Here in California, the tests are collectively known as the Standardized Testing and Reporting (STAR) assessment protocols.
I was reading in The New York Times that there have been some concerns expressed about the wording on the standardized tests (known as TAKS) that are given in Texas:
There is much more to this article, and it can be read here.
Two years ago, fifth graders taking Texas's annual standardized science test faced this multiple-choice question: "Which two planets are closest to Earth?" The four choices were "Mercury and Saturn," "Mars and Jupiter," "Mercury and Venus" and "Venus and Mars."
But wait, said Mark Loewe, a Dallas physicist who was curious about what students are expected to know and so took the test. The question asked which planets - not which planets' orbits - were closest to Earth. So the correct answer depends on when the question is asked.
"Mercury, which orbits closest to the Sun, is closest to Earth most often," Dr. Loewe said, and sure enough, during that test week in spring 2003, Mercury and Mars were the planets closest to Earth, according to the National Aeronautics and Space Administration Web site. That pair was not among the possible answers.
So is the question valid? Perhaps, since the problem was written for a typical 10-year-old, not someone with Dr. Loewe's understanding of science. On the other hand, the problem ignores the physical world woven into the question, and that might trip up brighter fifth graders.
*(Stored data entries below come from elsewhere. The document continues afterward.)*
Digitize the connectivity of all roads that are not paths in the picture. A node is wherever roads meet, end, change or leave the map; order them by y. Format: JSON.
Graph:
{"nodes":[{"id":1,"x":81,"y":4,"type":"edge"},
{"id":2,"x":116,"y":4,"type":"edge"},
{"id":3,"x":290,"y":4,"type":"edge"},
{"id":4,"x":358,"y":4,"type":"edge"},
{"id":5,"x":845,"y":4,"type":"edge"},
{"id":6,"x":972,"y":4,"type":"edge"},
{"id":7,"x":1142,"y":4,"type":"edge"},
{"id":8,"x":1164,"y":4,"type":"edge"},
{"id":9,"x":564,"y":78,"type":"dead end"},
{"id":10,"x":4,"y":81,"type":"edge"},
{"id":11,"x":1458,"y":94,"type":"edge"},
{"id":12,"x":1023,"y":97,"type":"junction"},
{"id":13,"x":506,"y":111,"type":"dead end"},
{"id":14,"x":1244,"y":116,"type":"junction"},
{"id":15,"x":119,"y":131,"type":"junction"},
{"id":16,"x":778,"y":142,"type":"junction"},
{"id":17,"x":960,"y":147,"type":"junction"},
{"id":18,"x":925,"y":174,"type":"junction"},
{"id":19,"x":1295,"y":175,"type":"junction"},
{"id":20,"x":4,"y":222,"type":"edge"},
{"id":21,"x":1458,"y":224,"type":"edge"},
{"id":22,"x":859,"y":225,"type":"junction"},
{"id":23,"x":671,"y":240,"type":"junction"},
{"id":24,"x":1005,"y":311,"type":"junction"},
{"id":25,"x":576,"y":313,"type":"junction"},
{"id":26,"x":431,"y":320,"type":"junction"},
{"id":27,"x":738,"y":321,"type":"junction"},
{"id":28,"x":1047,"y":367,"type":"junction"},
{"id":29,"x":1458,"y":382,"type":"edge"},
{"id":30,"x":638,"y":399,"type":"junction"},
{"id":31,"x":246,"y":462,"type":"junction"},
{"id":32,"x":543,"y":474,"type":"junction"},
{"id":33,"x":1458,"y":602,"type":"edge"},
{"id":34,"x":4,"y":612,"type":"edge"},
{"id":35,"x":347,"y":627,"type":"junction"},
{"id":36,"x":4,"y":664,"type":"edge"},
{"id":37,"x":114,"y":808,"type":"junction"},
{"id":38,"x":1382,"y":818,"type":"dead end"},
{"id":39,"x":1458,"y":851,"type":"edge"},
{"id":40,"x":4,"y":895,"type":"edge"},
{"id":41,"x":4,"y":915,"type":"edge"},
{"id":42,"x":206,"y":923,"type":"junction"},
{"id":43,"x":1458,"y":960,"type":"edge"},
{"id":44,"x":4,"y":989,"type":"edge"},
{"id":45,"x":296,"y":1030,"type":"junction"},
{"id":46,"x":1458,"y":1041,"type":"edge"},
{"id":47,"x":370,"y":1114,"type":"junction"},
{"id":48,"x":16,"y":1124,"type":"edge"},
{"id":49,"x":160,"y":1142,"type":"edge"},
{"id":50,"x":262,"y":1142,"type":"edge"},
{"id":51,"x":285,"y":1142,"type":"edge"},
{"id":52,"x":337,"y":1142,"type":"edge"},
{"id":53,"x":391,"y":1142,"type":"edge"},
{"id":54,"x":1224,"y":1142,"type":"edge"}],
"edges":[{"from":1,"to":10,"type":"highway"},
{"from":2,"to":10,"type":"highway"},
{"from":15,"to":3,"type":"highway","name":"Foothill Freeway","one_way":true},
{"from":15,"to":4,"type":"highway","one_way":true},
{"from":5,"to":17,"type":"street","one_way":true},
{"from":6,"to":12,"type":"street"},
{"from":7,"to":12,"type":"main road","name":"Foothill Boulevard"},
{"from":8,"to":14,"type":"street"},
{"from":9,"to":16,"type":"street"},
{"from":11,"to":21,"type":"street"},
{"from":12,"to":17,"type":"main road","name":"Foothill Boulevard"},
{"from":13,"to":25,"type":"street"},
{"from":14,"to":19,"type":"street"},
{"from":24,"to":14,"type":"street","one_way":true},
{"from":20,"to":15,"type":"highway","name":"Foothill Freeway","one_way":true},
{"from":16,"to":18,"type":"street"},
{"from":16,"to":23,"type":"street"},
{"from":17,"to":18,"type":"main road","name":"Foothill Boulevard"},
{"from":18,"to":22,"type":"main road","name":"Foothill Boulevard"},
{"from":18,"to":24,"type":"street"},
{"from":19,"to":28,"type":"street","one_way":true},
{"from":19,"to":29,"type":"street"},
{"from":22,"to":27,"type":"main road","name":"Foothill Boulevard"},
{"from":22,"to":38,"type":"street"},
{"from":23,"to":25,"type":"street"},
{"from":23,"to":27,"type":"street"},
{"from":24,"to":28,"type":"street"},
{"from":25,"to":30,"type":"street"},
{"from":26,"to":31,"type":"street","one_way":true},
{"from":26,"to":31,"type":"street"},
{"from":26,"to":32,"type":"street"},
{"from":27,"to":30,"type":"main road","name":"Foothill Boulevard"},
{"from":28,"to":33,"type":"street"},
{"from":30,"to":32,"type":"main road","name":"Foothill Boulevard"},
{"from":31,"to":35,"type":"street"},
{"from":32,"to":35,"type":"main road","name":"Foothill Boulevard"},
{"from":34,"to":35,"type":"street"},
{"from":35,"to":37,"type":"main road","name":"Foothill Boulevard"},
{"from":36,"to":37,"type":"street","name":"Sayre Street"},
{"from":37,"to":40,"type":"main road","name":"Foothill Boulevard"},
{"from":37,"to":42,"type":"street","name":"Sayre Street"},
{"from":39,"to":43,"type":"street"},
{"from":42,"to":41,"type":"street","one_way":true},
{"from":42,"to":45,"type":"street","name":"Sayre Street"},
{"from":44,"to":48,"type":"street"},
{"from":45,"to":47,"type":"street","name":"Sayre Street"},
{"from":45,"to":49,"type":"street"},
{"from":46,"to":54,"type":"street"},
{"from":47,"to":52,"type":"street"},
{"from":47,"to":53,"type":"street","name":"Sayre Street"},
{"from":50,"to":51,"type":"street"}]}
Part of the challenge is writing appropriate questions for a particular grade level while not misleading a student who happens to know more. A 10th grader with a sibling in 12th grade may know some higher-level math; a 12th grader taking a physics course at a local college or online may look at a question differently than another student in the same grade.
In most cases, the people who write the questions are or have been teachers. Often, they are paid to attend summer workshops led by companies that have contracted with the states to develop the tests.
I've been teaching for more years than I care to name here, and in that time, I've seen a number of test questions that were not only misleading, but the choices given for the students to select from were all wrong. (And yes, I did report the errors.)